##### Data to examine

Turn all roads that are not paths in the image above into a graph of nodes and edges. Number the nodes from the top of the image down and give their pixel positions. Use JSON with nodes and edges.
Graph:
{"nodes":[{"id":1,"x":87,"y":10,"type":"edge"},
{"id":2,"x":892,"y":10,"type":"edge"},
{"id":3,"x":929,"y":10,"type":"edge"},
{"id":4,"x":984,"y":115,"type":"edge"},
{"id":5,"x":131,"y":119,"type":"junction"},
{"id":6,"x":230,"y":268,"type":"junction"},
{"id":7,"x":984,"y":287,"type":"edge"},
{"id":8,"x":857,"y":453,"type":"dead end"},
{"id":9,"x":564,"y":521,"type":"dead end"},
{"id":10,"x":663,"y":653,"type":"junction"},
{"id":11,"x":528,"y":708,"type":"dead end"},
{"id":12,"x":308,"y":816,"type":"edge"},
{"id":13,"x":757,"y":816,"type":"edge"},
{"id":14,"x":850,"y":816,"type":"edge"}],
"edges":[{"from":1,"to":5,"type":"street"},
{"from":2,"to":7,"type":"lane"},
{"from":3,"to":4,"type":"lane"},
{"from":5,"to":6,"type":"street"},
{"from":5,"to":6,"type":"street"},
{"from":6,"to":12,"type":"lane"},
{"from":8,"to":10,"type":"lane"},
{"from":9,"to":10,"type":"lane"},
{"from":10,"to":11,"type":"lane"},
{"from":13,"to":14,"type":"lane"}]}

##########

* _Work instruction_:
Repeat the material in full, exactly as written.

* _Answer below_:
Turn all roads that are not paths in the image above into a graph of nodes and edges. Number the nodes from the top of the image down and give their pixel positions. Use JSON with nodes and edges.
Graph:
{"nodes":[{"id":1,"x":87,"y":10,"type":"edge"},
{"id":2,"x":892,"y":10,"type":"edge"},
{"id":3,"x":929,"y":10,"type":"edge"},
{"id":4,"x":984,"y":115,"type":"edge"},
{"id":5,"x":131,"y":119,"type":"junction"},
{"id":6,"x":230,"y":268,"type":"junction"},
{"id":7,"x":984,"y":287,"type":"edge"},
{"id":8,"x":857,"y":453,"type":"dead end"},
{"id":9,"x":564,"y":521,"type":"dead end"},
{"id":10,"x":663,"y":653,"type":"junction"},
{"id":11,"x":528,"y":708,"type":"dead end"},
{"id":12,"x":308,"y":816,"type":"edge"},
{"id":13,"x":757,"y":816,"type":"edge"},
{"id":14,"x":850,"y":816,"type":"edge"}],
"edges":[{"from":1,"to":5,"type":"street"},
{"from":2,"to":7,"type":"lane"},
{"from":3,"to":4,"type":"lane"},
{"from":5,"to":6,"type":"street"},
{"from":5,"to":6,"type":"street"},
{"from":6,"to":12,"type":"lane"},
{"from":8,"to":10,"type":"lane"},
{"from":9,"to":10,"type":"lane"},
{"from":10,"to":11,"type":"lane"},
{"from":13,"to":14,"type":"lane"}]}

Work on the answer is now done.